Unix shell ls vs readdir

jffry has asked for the wisdom of the Perl Monks concerning the following question:

Task: to create a list of every symbolic link pointing to a certain file (in this case, "tomcat").

At first, I used the Unix shell ls command:

#!/usr/bin/perl -w

use strict;
use warnings;

my @lines = grep {/->\s+tomcat\s+/} qx{ls -l /etc/rc.d/init.d};
my @inits = map {(split)[-3]} @lines;

print join("\n", @inits);
[download]

But I wanted to keep it all Perl, so I used readdir and readlink:

#!/usr/bin/perl -w

use strict;
use warnings;

my $dir = '/etc/rc.d/init.d';
opendir(my $dirh, $dir);
my @inits = grep {-l "$dir/$_" && (readlink("$dir/$_") =~ /^tomcat$/)}
+ readdir $dirh;
closedir $dirh;

print join("\n", @inits);
[download]

I like how I did not have to use 2 arrays in my "readdir" option, but I think, if I tried, I could eventually crunch down the "ls" option to only using 1 array. I'm not certain I could preserve readability if I did that, tho.

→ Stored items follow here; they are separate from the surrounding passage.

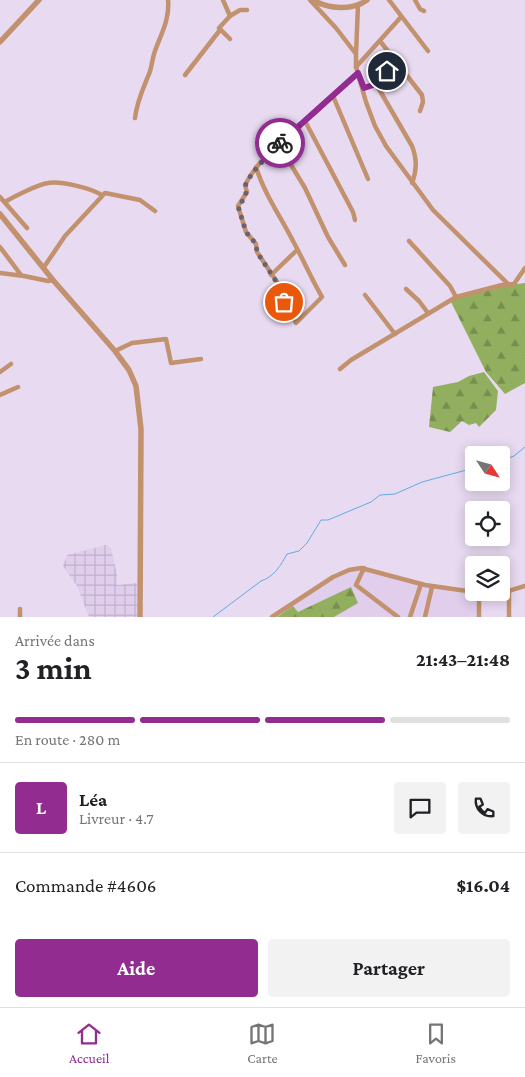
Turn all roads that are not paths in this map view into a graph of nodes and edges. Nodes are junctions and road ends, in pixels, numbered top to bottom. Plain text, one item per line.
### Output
1 (39, 0) edge
2 (168, 0) edge
3 (223, 0) edge
4 (367, 0) edge
5 (389, 0) edge
6 (415, 0) edge
7 (315, 1) edge
8 (358, 5) junction
9 (247, 10) dead end
10 (424, 11) dead end
11 (230, 16) junction
12 (401, 16) junction
13 (220, 30) junction
14 (230, 39) dead end
15 (380, 41) junction
16 (0, 42) edge
17 (428, 51) dead end
18 (356, 54) junction
19 (356, 67) junction
20 (387, 71) dead end
21 (358, 73) junction
22 (185, 75) dead end
23 (376, 84) junction
24 (364, 88) junction
25 (333, 96) junction
26 (420, 112) dead end
27 (135, 118) dead end
28 (305, 121) junction
29 (279, 145) junction
30 (256, 167) junction
31 (368, 179) dead end
32 (412, 183) junction
33 (102, 194) junction
34 (0, 197) edge
35 (5, 202) junction
36 (155, 210) dead end
37 (0, 214) edge
38 (355, 220) dead end
39 (27, 228) dead end
40 (410, 241) dead end
41 (0, 247) edge
42 (297, 250) junction
43 (345, 265) dead end
44 (44, 267) junction
45 (525, 268) edge
46 (0, 273) edge
47 (21, 275) junction
48 (271, 275) junction
49 (53, 280) junction
50 (508, 285) junction
51 (406, 289) dead end
52 (365, 295) dead end
53 (456, 297) junction
54 (428, 313) junction
55 (395, 334) junction
56 (115, 351) junction
57 (201, 359) dead end
58 (12, 364) dead end
59 (340, 369) dead end
60 (0, 372) edge
61 (18, 387) dead end
62 (0, 395) edge
63 (364, 568) junction
64 (421, 584) junction
65 (525, 586) edge
66 (432, 587) junction
67 (465, 591) edge
68 (510, 591) edge
69 (478, 601) edge
70 (509, 601) edge
71 (20, 609) dead end
72 (20, 617) edge
73 (140, 617) edge
74 (272, 617) edge
75 (398, 617) edge
76 (410, 617) edge
77 (425, 617) edge
78 (479, 617) edge
79 (509, 617) edge

1 - 16 street
2 - 27 street
3 - 11 street
4 - 8 street
5 - 12 street
6 - 10 street
7 - 8 street
7 - 18 street
8 - 18 street
9 - 11 street
11 - 13 street
12 - 15 street
12 - 17 street
13 - 14 street
13 - 22 street
15 - 19 street
15 - 26 street
18 - 19 street
19 - 21 street
20 - 23 street
21 - 24 street
21 - 25 street
23 - 24 street
23 - 32 street
24 - 32 street
25 - 28 street
25 - 31 street
28 - 29 street
28 - 38 street
29 - 30 street
29 - 43 street
30 - 42 street
30 - 48 street
32 - 50 street
33 - 35 street
33 - 36 street
33 - 44 street
34 - 35 street
35 - 39 street
37 - 44 street
40 - 53 street
41 - 47 street
42 - 48 street
42 - 48 street
44 - 49 street
45 - 50 street
46 - 47 street
47 - 49 street
49 - 56 street
50 - 53 street
51 - 54 street
52 - 55 street
53 - 54 street
54 - 55 street
55 - 59 street
56 - 57 street
56 - 73 street
58 - 60 street
61 - 62 street
63 - 64 street
63 - 74 street
63 - 75 street
64 - 66 street
64 - 76 street
65 - 68 street
66 - 67 street
66 - 77 street
69 - 78 street
70 - 79 street
71 - 72 street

I'm somewhat torn between the ease of using the "ls" option compared to the "readdir" option. Maybe the "ls" option seemed easier because I'm not as comfortable using readdir as I am shell commands, and this will go away with more experience?

Aside from being all Perl, is there any other reason to use the "readdir" option over the "ls" option?

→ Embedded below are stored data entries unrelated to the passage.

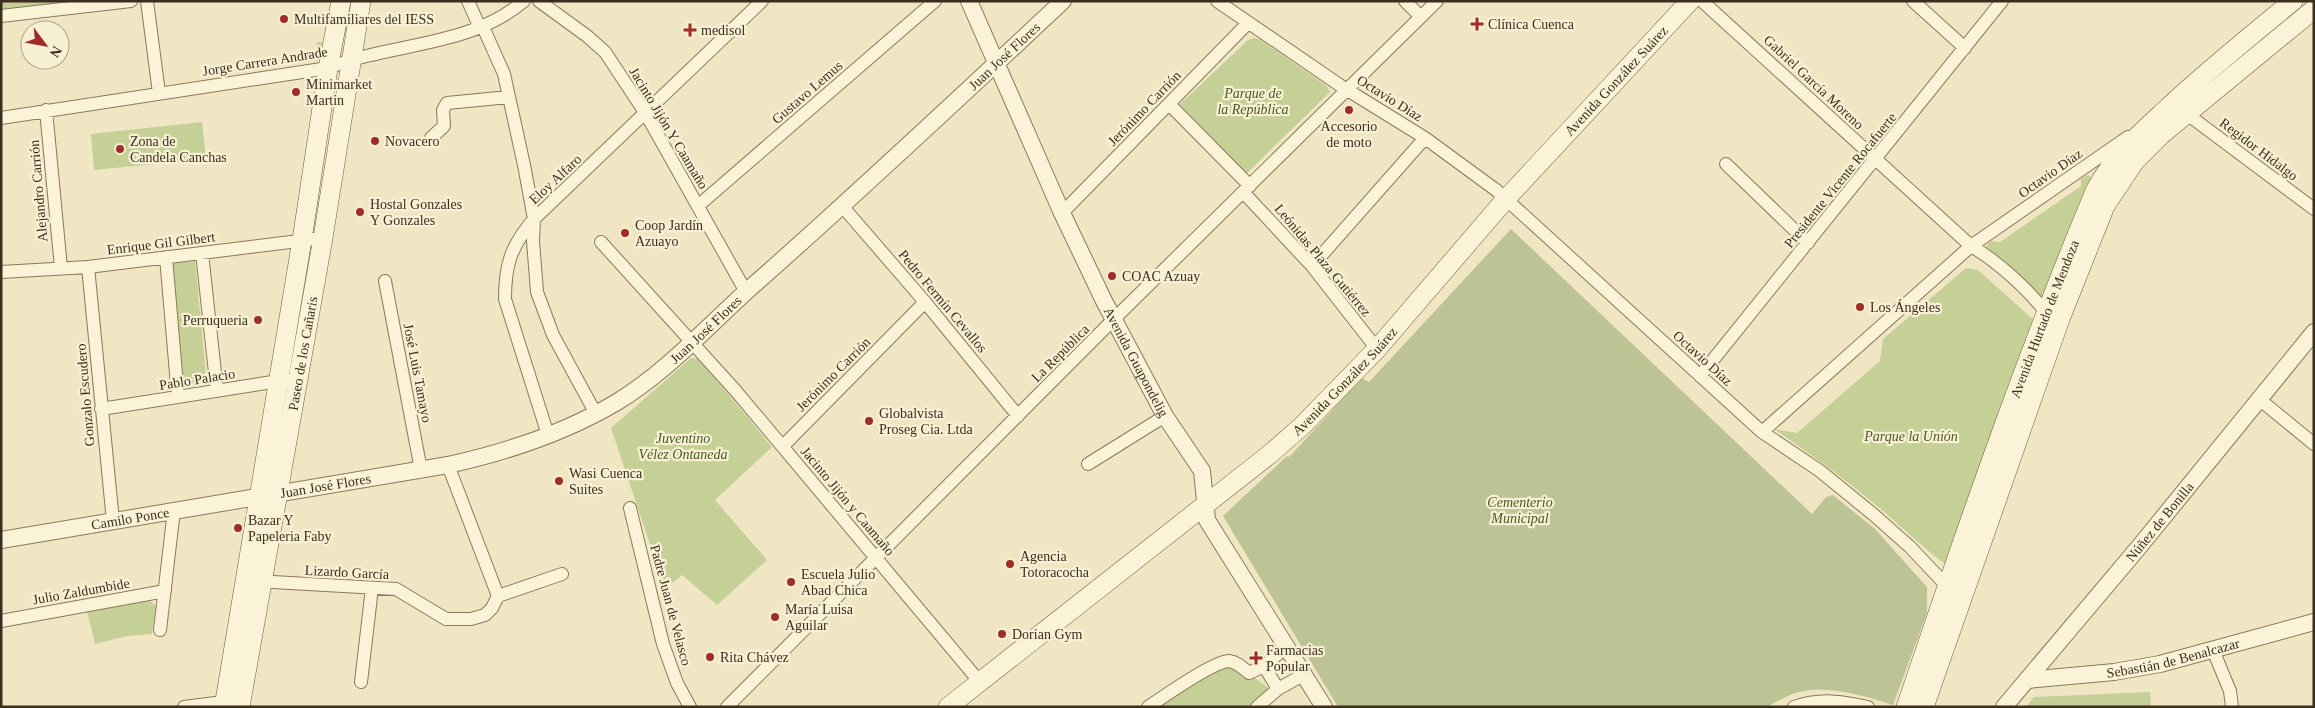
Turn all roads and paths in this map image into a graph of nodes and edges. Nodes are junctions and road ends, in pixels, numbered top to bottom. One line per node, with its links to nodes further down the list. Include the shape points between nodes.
1 (132, 1): 21 (street)
2 (147, 1): 30 (street)
3 (341, 1): 28 (main road, Paseo de los Cañaris)
4 (361, 1): 26 (main road, Paseo de los Cañaris)
5 (468, 1): 24 (street)
6 (524, 1): 24 (street, Jorge Carrera Andrade)
7 (539, 1): 34 (street, Jacinto Jijón Y Caamaño, via 605,52)
8 (936, 1): 44 (street, Gustavo Lemus)
9 (969, 1): 27 (street, Avenida Guapondelig)
10 (1063, 1): 27 (street, Juan José Flores)
11 (1217, 1): 23 (street, Octavio Díaz)
12 (1405, 1): 22 (street)
13 (1437, 1): 22 (street, La República)
14 (1690, 1): 43 (main road, Avenida González Suárez)
15 (1702, 1): 40 (street, Gabriel García Moreno)
16 (1913, 1): 25 (street)
17 (2002, 1): 25 (street, Presidente Vicente Rocafuerte)
18 (2292, 1): 36 (main road, Avenida Hurtado de Mendoza)
19 (756, 3): 34 (street, Eloy Alfaro)
20 (2308, 7): 35 (main road, Avenida Hurtado de Mendoza)
21 (1, 16)
22 (1421, 17): 29 (street, La República)
23 (1248, 23): 29 (street, Octavio Díaz); 32 (street, Jerónimo Carrión)
24 (482, 28): 26 (street, Jorge Carrera Andrade, via 443,40); 31 (street, via 504,74)
25 (1965, 48): 40 (street, Presidente Vicente Rocafuerte)
26 (351, 59): 28 (street, Jorge Carrera Andrade); 49 (main road, Paseo de los Cañaris)
27 (995, 64): 45 (street, Juan José Flores); 47 (street, Avenida Guapondelig)
28 (328, 68): 30 (street, Jorge Carrera Andrade); 50 (main road, Paseo de los Cañaris)
29 (1348, 90): 39 (street, Octavio Díaz); 42 (street, La República)
30 (159, 93): 33 (street, Jorge Carrera Andrade)
31 (509, 96): 38 (street, via 447,103 443,110 444,126); 48 (street)
32 (1169, 104): 42 (street, Leónidas Plaza Gutiérrez); 47 (street, Jerónimo Carrión)
33 (46, 110): 37 (street, Jorge Carrera Andrade); 58 (street, Alejandro Carrión)
34 (646, 114): 44 (street, Jacinto Jijón Y Caamaño); 48 (street, Eloy Alfaro)
35 (2187, 114): 46 (street, Regidor Hidalgo); 63 (main road, Avenida Hurtado de Mendoza, via 2135,161 2119,183)
36 (2159, 115): 53 (street, Octavio Díaz); 63 (main road, Avenida Hurtado de Mendoza, via 2123,149 2100,182)
37 (1, 118)
38 (431, 138)
39 (1425, 138): 43 (street, Octavio Díaz); 56 (street)
40 (1875, 159): 52 (street, Presidente Vicente Rocafuerte); 53 (street, Gabriel García Moreno)
41 (1726, 164): 52 (street)
42 (1247, 189): 56 (street, Leónidas Plaza Gutiérrez); 64 (street, La República)
43 (1505, 200): 67 (main road, Avenida González Suárez); 68 (street, Octavio Díaz)
44 (699, 206): 61 (street, Jacinto Jijón Y Caamaño)
45 (843, 206): 61 (street, Juan José Flores); 62 (street, Pedro Fermín Cevallos)
46 (2314, 209)
47 (1062, 213): 64 (street, Avenida Guapondelig)
48 (534, 220): 74 (street, via 534,269 543,313); 78 (street, Eloy Alfaro, via 519,237 510,257 505,277 505,299)
49 (323, 238): 50 (street, Enrique Gil Gilbert); 69 (main road, Paseo de los Cañaris)
50 (302, 240): 54 (street, Enrique Gil Gilbert); 69 (main road, Paseo de los Cañaris)
51 (601, 242): 66 (street, Jacinto Jijón y Caamaño)
52 (1808, 243): 68 (street, Presidente Vicente Rocafuerte)
53 (1971, 246): 63 (street, Gabriel García Moreno, via 1978,258 2035,311); 77 (street, Octavio Díaz)
54 (202, 253): 55 (street, Enrique Gil Gilbert); 70 (street)
55 (166, 257): 57 (street, Enrique Gil Gilbert); 71 (street)
56 (1312, 266): 67 (street, Leónidas Plaza Gutiérrez)
57 (88, 267): 58 (street, Enrique Gil Gilbert); 73 (street, Gonzalo Escudero)
58 (60, 268): 59 (street, Enrique Gil Gilbert)
59 (1, 272)
60 (384, 281): 83 (street, José Luis Tamayo)
61 (746, 292): 66 (street, Juan José Flores)
62 (925, 302): 75 (street, Pedro Fermín Cevallos); 80 (street, Jerónimo Carrión)
63 (2053, 316): 93 (main road, Avenida Hurtado de Mendoza); 119 (main road, Avenida Hurtado de Mendoza)
64 (1113, 320): 75 (street, La República); 76 (street, Avenida Guapondelig)
65 (2314, 332): 72 (street, Núñez de Bonilla)
66 (692, 342): 74 (street, Juan José Flores, via 619,401); 80 (street, Jacinto Jijón y Caamaño)
67 (1377, 349): 85 (main road, Avenida González Suárez, via 1302,426)
68 (1700, 376): 77 (street, Octavio Díaz)
69 (288, 380): 70 (street, Pablo Palacio); 84 (main road, Paseo de los Cañaris)
70 (217, 391): 71 (street, Pablo Palacio)
71 (178, 397): 73 (street, Pablo Palacio)
72 (2259, 399): 79 (street); 104 (street, Núñez de Bonilla)
73 (101, 409): 88 (street, Gonzalo Escudero)
74 (596, 414): 78 (street, Juan José Flores)
75 (1018, 416): 90 (street, La República)
76 (1165, 416): 81 (street); 85 (street, Avenida Guapondelig, via 1202,472)
77 (1762, 432): 93 (street, via 1820,471 1874,515)
78 (548, 435): 82 (street, Juan José Flores, via 495,454)
79 (2314, 444)
80 (783, 446): 90 (street, Jacinto Jijón y Caamaño)
81 (1088, 464)
82 (448, 465): 83 (street, Juan José Flores); 96 (street)
83 (421, 470): 84 (street, Juan José Flores)
84 (268, 495): 87 (street, Camilo Ponce); 92 (main road, Paseo de los Cañaris)
85 (1204, 504): 100 (street, Avenida Guapondelig, via 1207,520); 105 (main road, Avenida González Suárez)
86 (630, 508): 110 (street, Padre Juan de Velasco, via 663,644)
87 (174, 510): 88 (street, Camilo Ponce); 95 (street)
88 (112, 521): 89 (street, Camilo Ponce)
89 (1, 540)
90 (876, 558): 105 (street, Jacinto Jijón y Caamaño); 111 (street, La República)
91 (562, 574): 96 (street)
92 (253, 581): 94 (street, Lizardo García); 108 (main road, Paseo de los Cañaris)
93 (1947, 586): 118 (main road, Avenida Hurtado de Mendoza)
94 (372, 588): 96 (street, Lizardo García, via 396,590 446,619 486,615); 106 (street)
95 (166, 592): 97 (street, Julio Zaldumbide); 99 (street)
96 (498, 596)
97 (1, 621)
98 (2314, 622): 101 (street, Sebastián de Benalcazar)
99 (160, 630)
100 (1286, 647): 102 (street); 103 (street, Avenida Guapondelig)
101 (2213, 650): 104 (street, Sebastián de Benalcazar, via 2137,669); 121 (street, via 2230,691)
102 (1264, 666): 107 (street); 113 (street, via 1249,673 1239,664 1229,661 1214,666)
103 (1303, 674): 107 (street); 115 (street, Avenida Guapondelig)
104 (2027, 680): 120 (street, Núñez de Bonilla)
105 (979, 681): 112 (main road, Avenida González Suárez)
106 (361, 682)
107 (1278, 689): 114 (street)
108 (233, 704): 109 (street)
109 (184, 707)
110 (690, 707)
111 (727, 707)
112 (948, 707)
113 (1148, 707)
114 (1257, 707)
115 (1324, 707)
116 (1794, 707): 117 (street, via 1816,700 1834,700)
117 (1868, 707)
118 (1906, 707)
119 (1924, 707)
120 (2004, 707)
121 (2232, 707)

EDIT: Just realized that there is a slim chance in the "ls" option of getting a bad element on the list. Because I'm only parsing ls output, a funny file name could mess up that parsing. Whereas with the "readdir" option, I'm certain of what I'm getting. That's actually a very good reason to stick with the all Perl "readdir" option.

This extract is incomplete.